On Saturday, October 19, 2013 12:12:14 AM UTC+1, Ralph Giles wrote:
> On 2013-10-18 1:57 AM, Yoav Weiss wrote:
> Do you have such a sample?

For what it's worth here's an image I made quite awhile ago showing the results 
of my own blind subjective comparison between codecs: 
http://www.filedropper.com/lossy

The image shows the original lossless image alongside a JPEG, JPEG-XR, JPEG2000 
and Web-P version of the image all of which have been compressed to 7.5kb. I 
used the leadtools compression suite for all images except the web-p one, where 
i used Google's libwebp. I'll be  *very* clear here that I don't consider this 
image very good proof of how good each codec is, clearly the JPEG compressed 
image could be optimized more. The lossy compressed images are ordered as JPEG, 
JPEG-XR, JPEG2000, Web-P with respect to the results I personally came to about 
their performance, web-p being the best and jpeg being the worst. I did this 
comparison at every quality level and using many different image sources and 
found the subjective results were the same. The difference between Web-P, 
JPEG200 and JPEG-XR can at times be hard to call as it felt like i was deciding 
which compression artifacts bothered my most personally rather than which image 
felt closest to the original. What was consistent
  however was that all the modern codecs seems clearly superior to JPEG, or at 
best appeared the same as JPEG at higher compression qualities but certainly 
never worse. What I'm saying is based off my own experiences I'd be shocked if 
anyone could go through a subjective blind test like this and feel that JPEG 
was performing better at any quality level or with any images.

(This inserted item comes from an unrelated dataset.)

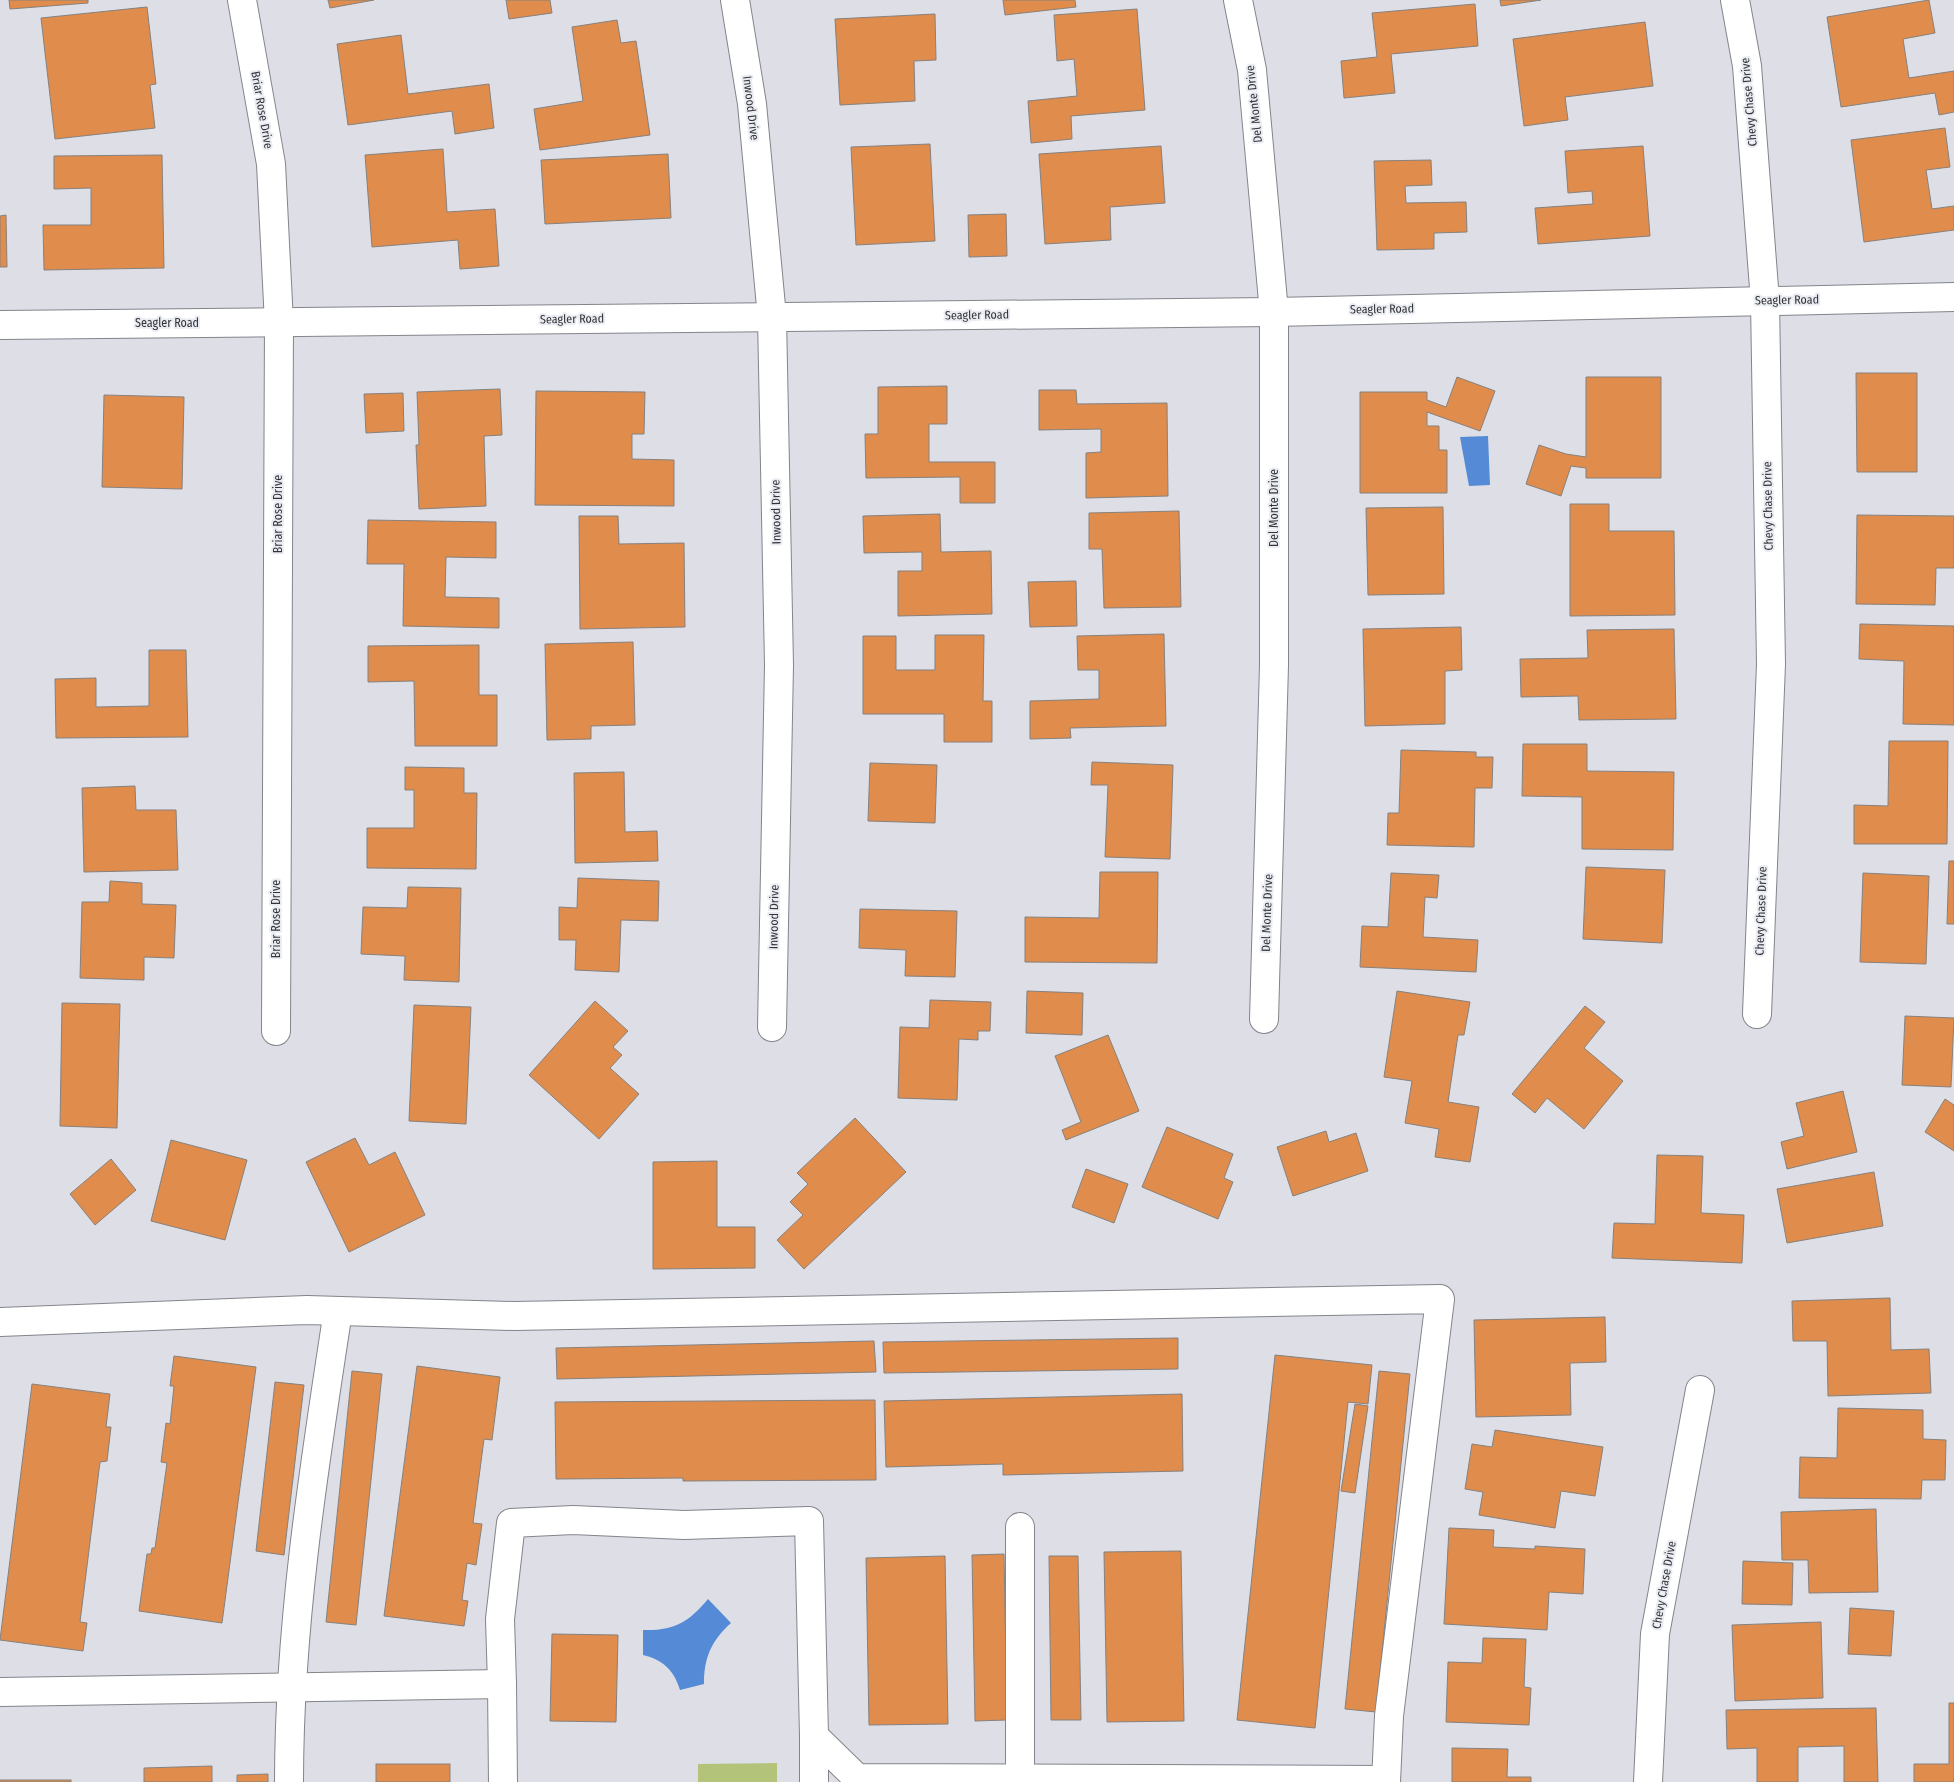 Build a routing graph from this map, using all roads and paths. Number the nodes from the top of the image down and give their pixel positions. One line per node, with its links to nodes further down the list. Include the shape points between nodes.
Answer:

I'd also agree the points brought up by lept...@gmail.com. I think the actual 
features supported by the current range of web image formats is quite lacking. 
It's common on the web for web and game developers to compress photographic 
images as PNG's because they need transparency. Animated Gif's are also popular 
for compressing short live action video clips, something the format is terribly 
inadequate at. Both JPEG-XR and Web-P include transparency + alpha support. 
Only Web-P supports animation, though I believe animation could be added to 
JPEG-XR easily http://ajxr.codeplex.com/. The extra color formats supported in 
JPEG-XR could one day be useful on the web too.

Although the benefit of better compression performance in web image formats 
would have obvious speed benefits, I think the consequences of having such a 
limited feature set in the current range of supported image formats on the web 
is holding web developers back far more than file size issues.